David leaned closer, his eyes moving between his father's journal and Becca's maps. "That's it. That's where he built it."

Lucas looked at the maps, at the distances marked, at the zones they'd have to cross to get there. "That's days from the nearest safe zone. Weeks maybe. Through territory no one's mapped in twenty years."

David closed the journal, his face set. "Then we leave tomorrow."

Becca nodded. "I'll tell my grandmother. She'll want to send people with us, support, backup."

"No." David's voice was firm. "The more people we bring, the more attention we draw. We go small. We go quiet. We go fast."

"I'm going," Lucas said. "Don't even think about leaving me behind."

David looked at him, something shifting in his expression. "I wasn't going to."

Erica stepped forward. "Someone needs to stay here. Watch the Vane family, watch Chen, watch for whoever else might be moving. If they follow you into the Expanse, someone needs to know about it."

Becca looked at her. "You're volunteering?"

"I'm always watching anyway." Erica's lips twitched. "Might as well be useful."

David held her gaze for a moment, then nodded. "Thank you."

Erica shrugged. "Don't thank me yet. Thank me when you come back."

---

They spent the rest of the day planning, packing, preparing. Lucas went back to his apartment to get his things, to tell his mom he was going on a training trip, to promise he'd be careful, to lie through his teeth about what they were actually doing.

His mom hugged him at the door, held on longer than usual, told him to come back safe. He promised, and meant it, and walked out into the evening with his bag over his shoulder and his heart pounding in his chest.

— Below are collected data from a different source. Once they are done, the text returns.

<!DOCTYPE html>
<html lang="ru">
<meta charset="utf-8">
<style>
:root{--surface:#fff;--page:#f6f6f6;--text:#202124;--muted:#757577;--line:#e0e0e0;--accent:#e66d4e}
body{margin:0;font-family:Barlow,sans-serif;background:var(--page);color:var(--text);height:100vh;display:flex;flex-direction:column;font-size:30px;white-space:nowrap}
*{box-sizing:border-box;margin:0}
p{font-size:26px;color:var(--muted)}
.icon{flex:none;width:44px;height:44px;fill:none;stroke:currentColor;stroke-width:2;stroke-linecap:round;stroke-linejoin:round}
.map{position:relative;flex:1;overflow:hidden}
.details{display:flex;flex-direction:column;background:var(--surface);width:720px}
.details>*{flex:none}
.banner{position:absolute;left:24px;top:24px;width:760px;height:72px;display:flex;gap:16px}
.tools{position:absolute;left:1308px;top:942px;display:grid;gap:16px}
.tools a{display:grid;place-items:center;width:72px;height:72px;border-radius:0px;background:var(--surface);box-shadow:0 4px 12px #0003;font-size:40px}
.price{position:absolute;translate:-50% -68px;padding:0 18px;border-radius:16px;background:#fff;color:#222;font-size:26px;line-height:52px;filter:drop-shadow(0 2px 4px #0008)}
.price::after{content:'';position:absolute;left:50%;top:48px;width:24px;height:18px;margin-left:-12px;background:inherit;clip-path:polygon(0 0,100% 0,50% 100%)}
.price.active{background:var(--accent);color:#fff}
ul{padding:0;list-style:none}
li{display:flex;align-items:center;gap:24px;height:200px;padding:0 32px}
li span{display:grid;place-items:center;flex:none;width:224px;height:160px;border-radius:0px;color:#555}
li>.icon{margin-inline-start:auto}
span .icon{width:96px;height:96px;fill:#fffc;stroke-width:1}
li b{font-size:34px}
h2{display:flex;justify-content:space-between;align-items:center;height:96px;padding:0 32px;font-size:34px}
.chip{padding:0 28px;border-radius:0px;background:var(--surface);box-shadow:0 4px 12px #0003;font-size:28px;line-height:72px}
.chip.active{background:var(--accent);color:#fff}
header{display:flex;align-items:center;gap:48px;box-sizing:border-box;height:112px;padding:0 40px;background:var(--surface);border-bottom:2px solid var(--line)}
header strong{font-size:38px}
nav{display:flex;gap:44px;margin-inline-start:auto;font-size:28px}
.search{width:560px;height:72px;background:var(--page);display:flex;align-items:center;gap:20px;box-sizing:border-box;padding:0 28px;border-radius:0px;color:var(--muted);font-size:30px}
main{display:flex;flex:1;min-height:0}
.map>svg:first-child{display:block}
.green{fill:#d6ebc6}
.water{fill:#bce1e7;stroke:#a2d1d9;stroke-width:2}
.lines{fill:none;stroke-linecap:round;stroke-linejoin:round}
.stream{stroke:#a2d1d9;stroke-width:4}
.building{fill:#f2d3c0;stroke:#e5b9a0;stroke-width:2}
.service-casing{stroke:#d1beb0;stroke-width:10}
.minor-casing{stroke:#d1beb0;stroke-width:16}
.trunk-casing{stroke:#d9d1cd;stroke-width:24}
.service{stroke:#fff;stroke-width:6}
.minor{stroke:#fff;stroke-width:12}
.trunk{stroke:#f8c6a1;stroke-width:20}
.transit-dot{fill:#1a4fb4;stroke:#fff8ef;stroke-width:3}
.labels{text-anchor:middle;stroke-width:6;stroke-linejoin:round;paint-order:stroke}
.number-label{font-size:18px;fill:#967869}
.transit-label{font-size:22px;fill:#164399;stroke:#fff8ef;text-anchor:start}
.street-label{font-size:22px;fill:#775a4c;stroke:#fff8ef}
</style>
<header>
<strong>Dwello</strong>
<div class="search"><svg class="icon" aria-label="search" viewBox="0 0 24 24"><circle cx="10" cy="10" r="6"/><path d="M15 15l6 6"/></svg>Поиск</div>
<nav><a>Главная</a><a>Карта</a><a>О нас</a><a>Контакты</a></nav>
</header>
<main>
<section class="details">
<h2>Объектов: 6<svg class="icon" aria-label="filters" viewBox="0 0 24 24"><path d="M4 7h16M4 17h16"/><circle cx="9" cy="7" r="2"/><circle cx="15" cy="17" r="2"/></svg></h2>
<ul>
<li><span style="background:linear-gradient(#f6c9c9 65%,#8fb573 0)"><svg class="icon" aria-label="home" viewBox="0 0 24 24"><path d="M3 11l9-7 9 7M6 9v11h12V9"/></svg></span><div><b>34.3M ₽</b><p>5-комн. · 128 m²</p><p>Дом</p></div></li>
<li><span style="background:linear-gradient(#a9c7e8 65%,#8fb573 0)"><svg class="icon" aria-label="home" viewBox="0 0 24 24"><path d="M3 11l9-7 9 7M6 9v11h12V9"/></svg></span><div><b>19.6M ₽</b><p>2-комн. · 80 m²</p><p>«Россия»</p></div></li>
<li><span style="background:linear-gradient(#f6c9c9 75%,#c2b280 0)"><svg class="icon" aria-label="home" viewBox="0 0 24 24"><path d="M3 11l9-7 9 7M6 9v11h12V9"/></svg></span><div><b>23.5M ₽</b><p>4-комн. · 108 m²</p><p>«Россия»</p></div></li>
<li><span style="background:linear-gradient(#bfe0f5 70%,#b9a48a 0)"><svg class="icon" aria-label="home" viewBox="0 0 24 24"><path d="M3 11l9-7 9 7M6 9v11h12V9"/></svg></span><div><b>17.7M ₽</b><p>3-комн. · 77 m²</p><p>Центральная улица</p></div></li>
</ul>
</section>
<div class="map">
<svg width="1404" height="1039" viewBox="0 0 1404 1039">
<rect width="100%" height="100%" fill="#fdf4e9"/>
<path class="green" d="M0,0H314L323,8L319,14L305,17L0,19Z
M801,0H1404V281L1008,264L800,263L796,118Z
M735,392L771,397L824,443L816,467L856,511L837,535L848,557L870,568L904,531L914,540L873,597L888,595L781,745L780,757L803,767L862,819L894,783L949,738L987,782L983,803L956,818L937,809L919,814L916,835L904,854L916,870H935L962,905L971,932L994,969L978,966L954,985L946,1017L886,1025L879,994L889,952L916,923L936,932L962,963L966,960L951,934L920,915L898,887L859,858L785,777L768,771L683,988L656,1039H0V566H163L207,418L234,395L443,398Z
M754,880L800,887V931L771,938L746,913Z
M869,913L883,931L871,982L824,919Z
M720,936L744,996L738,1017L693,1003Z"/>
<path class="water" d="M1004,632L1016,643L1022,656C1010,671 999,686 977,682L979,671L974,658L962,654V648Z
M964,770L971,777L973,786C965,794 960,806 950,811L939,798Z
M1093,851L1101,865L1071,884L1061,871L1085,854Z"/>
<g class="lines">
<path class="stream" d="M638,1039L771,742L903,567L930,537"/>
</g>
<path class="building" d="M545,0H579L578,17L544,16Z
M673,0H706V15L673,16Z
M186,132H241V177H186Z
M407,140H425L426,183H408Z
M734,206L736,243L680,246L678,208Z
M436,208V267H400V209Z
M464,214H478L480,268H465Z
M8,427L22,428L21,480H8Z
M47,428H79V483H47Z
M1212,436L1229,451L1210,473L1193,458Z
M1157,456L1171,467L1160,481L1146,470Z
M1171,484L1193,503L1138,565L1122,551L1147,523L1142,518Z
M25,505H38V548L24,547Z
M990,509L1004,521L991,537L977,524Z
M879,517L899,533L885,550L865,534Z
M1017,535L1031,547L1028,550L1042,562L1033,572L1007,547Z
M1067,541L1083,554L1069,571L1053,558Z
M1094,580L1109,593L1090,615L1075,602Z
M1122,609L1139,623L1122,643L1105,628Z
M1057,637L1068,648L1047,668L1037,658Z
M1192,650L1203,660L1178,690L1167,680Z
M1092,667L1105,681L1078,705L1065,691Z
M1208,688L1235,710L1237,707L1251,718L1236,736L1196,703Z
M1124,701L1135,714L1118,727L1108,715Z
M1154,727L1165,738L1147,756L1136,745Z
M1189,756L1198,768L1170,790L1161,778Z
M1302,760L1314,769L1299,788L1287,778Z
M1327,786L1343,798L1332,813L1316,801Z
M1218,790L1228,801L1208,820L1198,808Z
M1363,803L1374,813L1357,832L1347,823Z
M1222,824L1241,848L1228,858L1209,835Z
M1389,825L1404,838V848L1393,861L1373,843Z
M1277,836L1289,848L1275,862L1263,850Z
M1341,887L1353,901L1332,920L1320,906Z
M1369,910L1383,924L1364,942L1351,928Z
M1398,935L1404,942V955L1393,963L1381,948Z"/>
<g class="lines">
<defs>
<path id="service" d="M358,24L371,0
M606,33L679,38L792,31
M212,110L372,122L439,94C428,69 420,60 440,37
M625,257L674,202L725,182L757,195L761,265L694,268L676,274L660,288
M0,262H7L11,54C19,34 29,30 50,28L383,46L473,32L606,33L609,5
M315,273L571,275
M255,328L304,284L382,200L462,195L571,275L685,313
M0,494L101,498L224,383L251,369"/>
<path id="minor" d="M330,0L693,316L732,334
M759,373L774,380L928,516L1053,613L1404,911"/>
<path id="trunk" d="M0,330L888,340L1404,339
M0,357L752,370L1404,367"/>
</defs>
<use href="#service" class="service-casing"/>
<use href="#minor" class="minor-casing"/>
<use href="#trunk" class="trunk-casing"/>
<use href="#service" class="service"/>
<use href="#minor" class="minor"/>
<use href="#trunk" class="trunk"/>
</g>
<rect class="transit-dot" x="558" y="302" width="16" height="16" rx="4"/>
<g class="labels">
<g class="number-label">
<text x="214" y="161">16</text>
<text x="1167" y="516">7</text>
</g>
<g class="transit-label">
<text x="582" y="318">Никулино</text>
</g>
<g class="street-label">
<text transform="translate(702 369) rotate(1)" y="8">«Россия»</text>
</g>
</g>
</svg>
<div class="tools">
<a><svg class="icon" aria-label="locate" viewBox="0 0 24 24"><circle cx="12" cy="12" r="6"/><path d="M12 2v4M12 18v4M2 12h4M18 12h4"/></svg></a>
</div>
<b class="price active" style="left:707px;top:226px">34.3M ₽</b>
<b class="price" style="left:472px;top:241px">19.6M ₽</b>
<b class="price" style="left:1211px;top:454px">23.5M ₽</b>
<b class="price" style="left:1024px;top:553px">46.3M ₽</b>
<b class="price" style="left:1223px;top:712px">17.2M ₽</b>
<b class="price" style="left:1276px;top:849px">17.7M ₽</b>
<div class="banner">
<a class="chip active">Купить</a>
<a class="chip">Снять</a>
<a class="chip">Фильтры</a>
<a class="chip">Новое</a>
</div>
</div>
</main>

David was waiting at the transit station, his own bag small, his face set. Becca was there too, dressed in dark clothes that looked like they'd seen hard use, her hair pulled back, her eyes sharp.

"This is it," Lucas said, trying to sound casual. "Three people, a map, and whatever we can carry. Going into the deep Expanse to find a secret vault built by a dead man. What could go wrong?"

David almost smiled. "You want the list alphabetically or by severity?"

"Alphabetically. I like to save the worst for last."

Becca looked between them, something softening in her expression. "You two are strange."

"We're best friends. There's a difference."